One of the most important aspects of the VOD trial was that
self-scheduling of television programming seemed to be more desirable for
the participants than typical models for delivering on-demand movies. The
ability to self-schedule television programmes to perhaps retrace some
soap opera star's love life may be a sad commentary on technological
civilisation -- but it was found to be attractive all the same.

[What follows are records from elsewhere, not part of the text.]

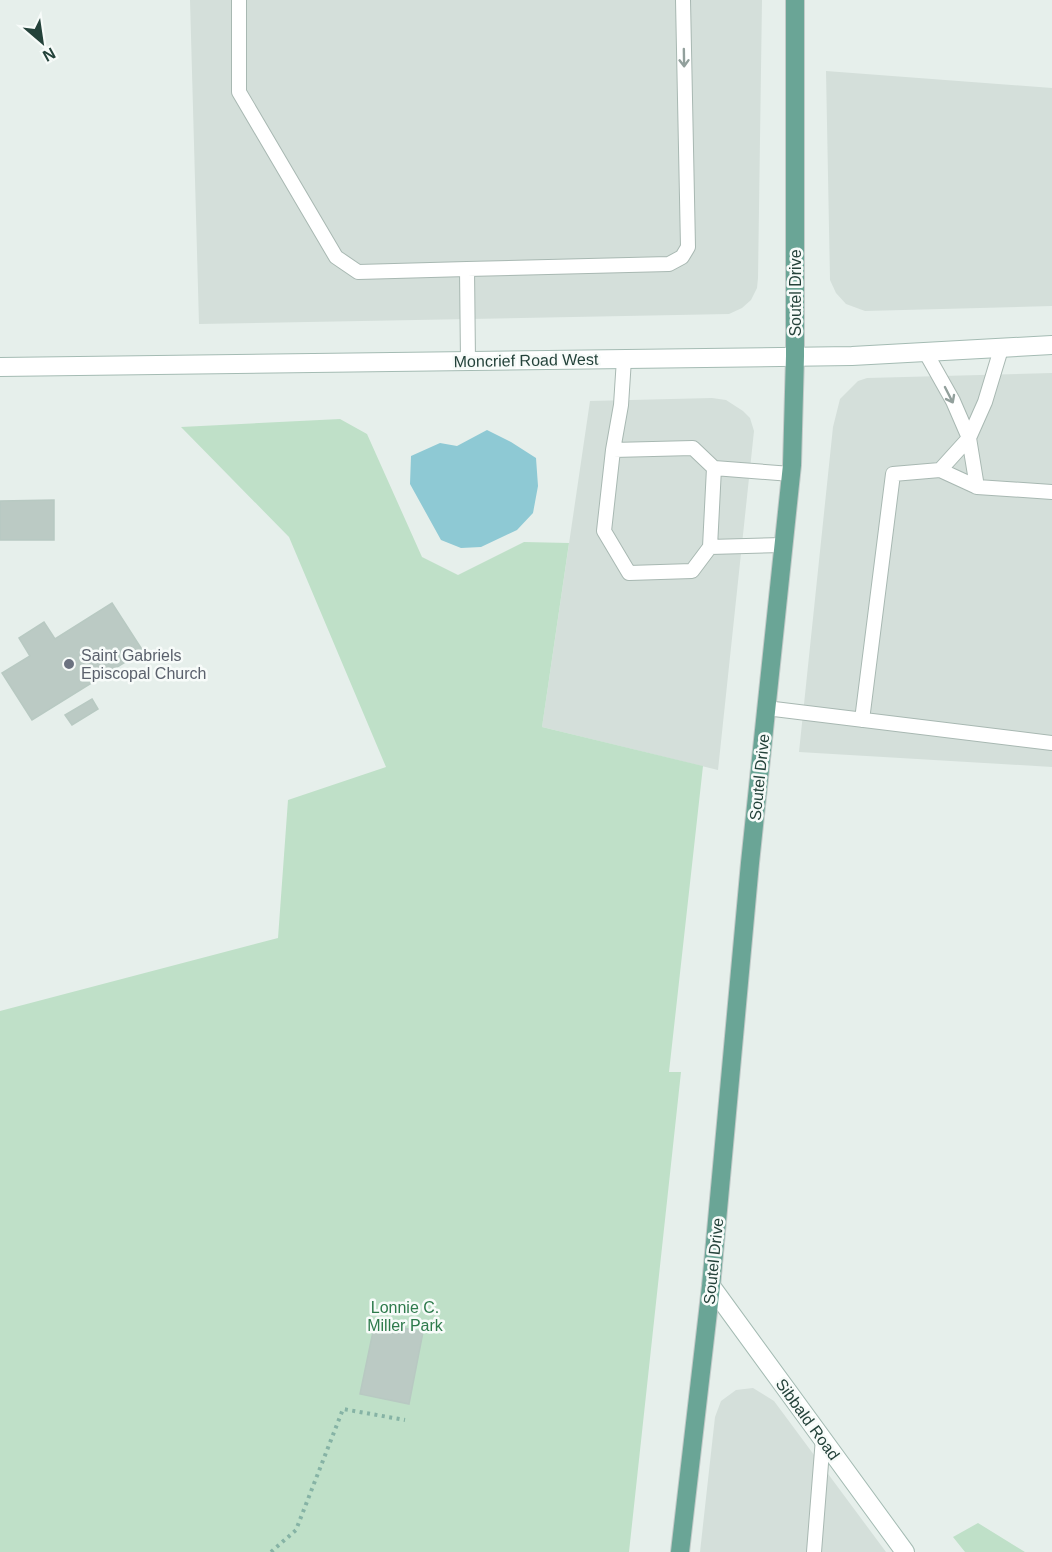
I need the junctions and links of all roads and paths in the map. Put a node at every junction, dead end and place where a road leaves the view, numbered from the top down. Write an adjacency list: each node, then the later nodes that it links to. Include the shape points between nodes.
1 (239, 0): 4 (lane, via 239,93 336,257 358,272)
2 (683, 0): 4 (lane, one-way to 4, via 688,247 682,257 669,264)
3 (795, 0): 8 (main road, Soutel Drive)
4 (467, 269): 10 (lane)
5 (1052, 345): 6 (main road, Moncrief Road West)
6 (1001, 349): 7 (main road, Moncrief Road West); 12 (lane)
7 (926, 353): 8 (main road, Moncrief Road West); 12 (lane, one-way to 12)
8 (795, 356): 9 (main road, Moncrief Road West); 16 (main road, Soutel Drive)
9 (624, 358): 10 (main road, Moncrief Road West); 13 (lane)
10 (468, 361): 11 (main road, Moncrief Road West)
11 (0, 367)
12 (969, 438): 15 (lane); 17 (lane)
13 (613, 450): 14 (lane, via 693,448); 20 (lane, via 604,531 629,573 692,571)
14 (714, 468): 16 (lane); 20 (lane)
15 (940, 470): 17 (lane); 22 (lane, via 894,474)
16 (791, 474): 19 (main road, Soutel Drive)
17 (977, 487): 18 (lane)
18 (1052, 492)
19 (783, 545): 20 (lane); 21 (main road, Soutel Drive)
20 (710, 547)
21 (766, 708): 22 (lane); 24 (main road, Soutel Drive)
22 (862, 720): 23 (lane)
23 (1052, 743)
24 (711, 1286): 26 (main road, Sibbald Road); 28 (main road, Soutel Drive)
25 (405, 1419): 27 (path, via 343,1409 296,1530)
26 (823, 1438): 29 (lane); 30 (main road, Sibbald Road)
27 (271, 1552)
28 (680, 1552)
29 (813, 1552)
30 (905, 1552)

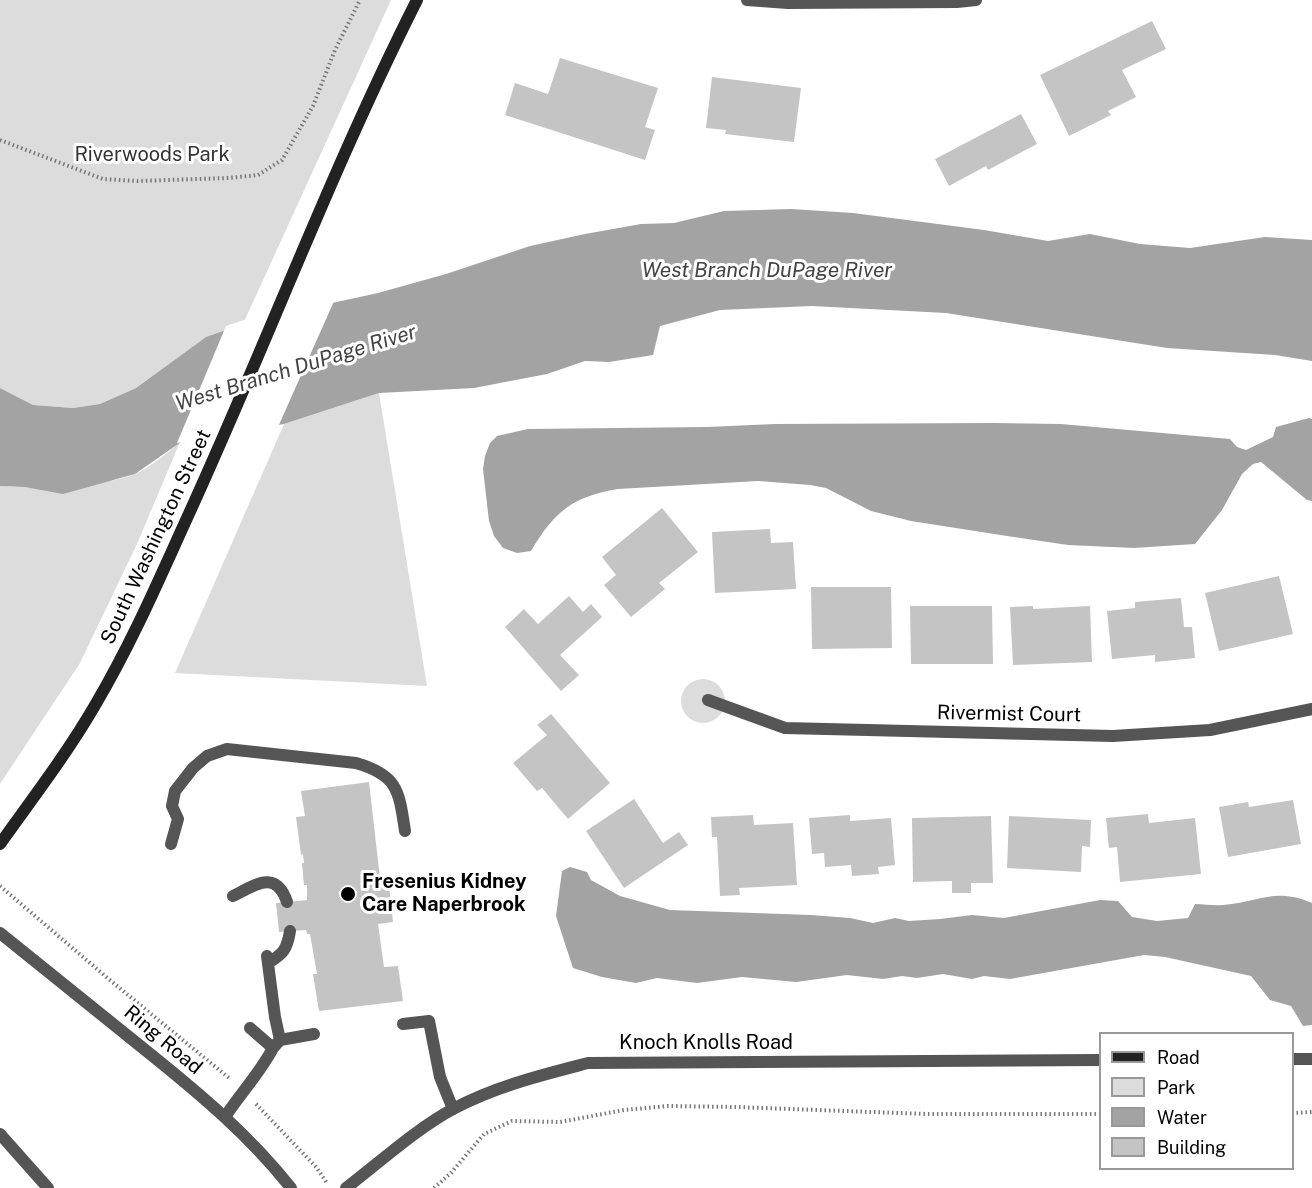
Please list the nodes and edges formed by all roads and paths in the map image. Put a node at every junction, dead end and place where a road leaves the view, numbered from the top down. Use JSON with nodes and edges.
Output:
{"nodes":[{"id":1,"x":417,"y":0,"type":"edge"},
{"id":2,"x":747,"y":0,"type":"edge"},
{"id":3,"x":976,"y":0,"type":"edge"},
{"id":4,"x":359,"y":2,"type":"dead end"},
{"id":5,"x":0,"y":140,"type":"edge"},
{"id":6,"x":708,"y":700,"type":"dead end"},
{"id":7,"x":1312,"y":709,"type":"edge"},
{"id":8,"x":405,"y":831,"type":"dead end"},
{"id":9,"x":0,"y":844,"type":"edge"},
{"id":10,"x":171,"y":844,"type":"dead end"},
{"id":11,"x":0,"y":886,"type":"edge"},
{"id":12,"x":233,"y":896,"type":"dead end"},
{"id":13,"x":287,"y":902,"type":"dead end"},
{"id":14,"x":290,"y":932,"type":"dead end"},
{"id":15,"x":0,"y":933,"type":"edge"},
{"id":16,"x":404,"y":1024,"type":"dead end"},
{"id":17,"x":250,"y":1028,"type":"dead end"},
{"id":18,"x":314,"y":1034,"type":"dead end"},
{"id":19,"x":277,"y":1044,"type":"junction"},
{"id":20,"x":1294,"y":1059,"type":"edge"},
{"id":21,"x":1312,"y":1059,"type":"edge"},
{"id":22,"x":1099,"y":1060,"type":"edge"},
{"id":23,"x":242,"y":1090,"type":"junction"},
{"id":24,"x":453,"y":1109,"type":"junction"},
{"id":25,"x":1294,"y":1113,"type":"edge"},
{"id":26,"x":1312,"y":1113,"type":"edge"},
{"id":27,"x":1099,"y":1114,"type":"edge"},
{"id":28,"x":225,"y":1117,"type":"junction"},
{"id":29,"x":0,"y":1134,"type":"edge"},
{"id":30,"x":48,"y":1188,"type":"edge"},
{"id":31,"x":291,"y":1188,"type":"edge"},
{"id":32,"x":331,"y":1188,"type":"edge"},
{"id":33,"x":346,"y":1188,"type":"edge"},
{"id":34,"x":434,"y":1188,"type":"edge"}],
"edges":[{"from":1,"to":9,"type":"main road","name":"South Washington Street"},
{"from":2,"to":3,"type":"street"},
{"from":4,"to":5,"type":"path"},
{"from":6,"to":7,"type":"street","name":"Rivermist Court"},
{"from":8,"to":10,"type":"street"},
{"from":11,"to":23,"type":"path"},
{"from":12,"to":13,"type":"street"},
{"from":14,"to":19,"type":"street"},
{"from":15,"to":28,"type":"street","name":"Ring Road"},
{"from":16,"to":24,"type":"street"},
{"from":17,"to":19,"type":"street"},
{"from":18,"to":19,"type":"street"},
{"from":19,"to":23,"type":"street"},
{"from":20,"to":21,"type":"street"},
{"from":22,"to":24,"type":"street","name":"Knoch Knolls Road"},
{"from":23,"to":28,"type":"street"},
{"from":23,"to":32,"type":"path"},
{"from":24,"to":33,"type":"street","name":"Knoch Knolls Road"},
{"from":25,"to":26,"type":"path"},
{"from":27,"to":34,"type":"path"},
{"from":28,"to":31,"type":"street","name":"Ring Road"},
{"from":29,"to":30,"type":"street"}]}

Perhaps the most important result from the Mercer study involved the
segmented nature of demand for services delivered over electronic media.
The 'Colliding Worlds' study identified more than seven distinct patterns
of demand, not only with regards to content preferences but also to the
likelihood of early adoption as opposed to users waiting for certain
services to mature.

"What they want is very different in terms of content, in terms of packages,
how it should be delivered and over what terminal, how it should be priced
and what would be their brand preferences", says Kreisky. "In my opinion,
the winners of this will be the organisations who figure out which sections
are going to be the most profitable to serve and offer bundles which satisfy
that -- service, content, package, price -- and use those margins to
underwrite services for the broader population", he adds.

Go to jail

If telecomms operators base their strategy upon the past, they know they
are doomed. The copper-based PSTN simply cannot handle the demands
of a market based on interactive information services. Moreover, many are
assuming that consumers will act as a 'mass market' even though research
strongly suggests the opposite. "Our research showed that even with heavy
promotions, discounts, sampling and branding, consumers won't want to
buy everything from a single vendor", according to Mercer's Peter
Kreisky.

Pilot trials, market surveys and all of these 'step one' exercises have been
valuable to make the industry and its customers aware of the possibilities
offered by the convergence of computers, communication and content. The
problem comes at 'step two', when the fanfare has died down and
operators must invest serious money in a market which they do not fully
understand.

This is made doubly difficult by the fact that the performance of these
investments will be heavily influenced by other converging industries which
may or may not have an incentive to cooperate with the infrastructure
builder. In the meantime, government regulators are opening competition in
the local loop, while politicians are braying for the construction of a local
loop fit for the 'information age'.

For incumbents, the decision to replace their copper plant not only involves
when to replace copper with fibre but to what extent, how close to the
user, and to meet what demand. Moreover, for this to work, operators will
be forced to choose based on a market which does not yet exist for a
future payback they cannot predict while working with industries with
whom they have no real experience.

All of this implies that, whether 'prisoners' by choice or accident, in the
local loop the one certainty is that the line between investing and gambling
has become incredibly thin -- a dilemna indeed.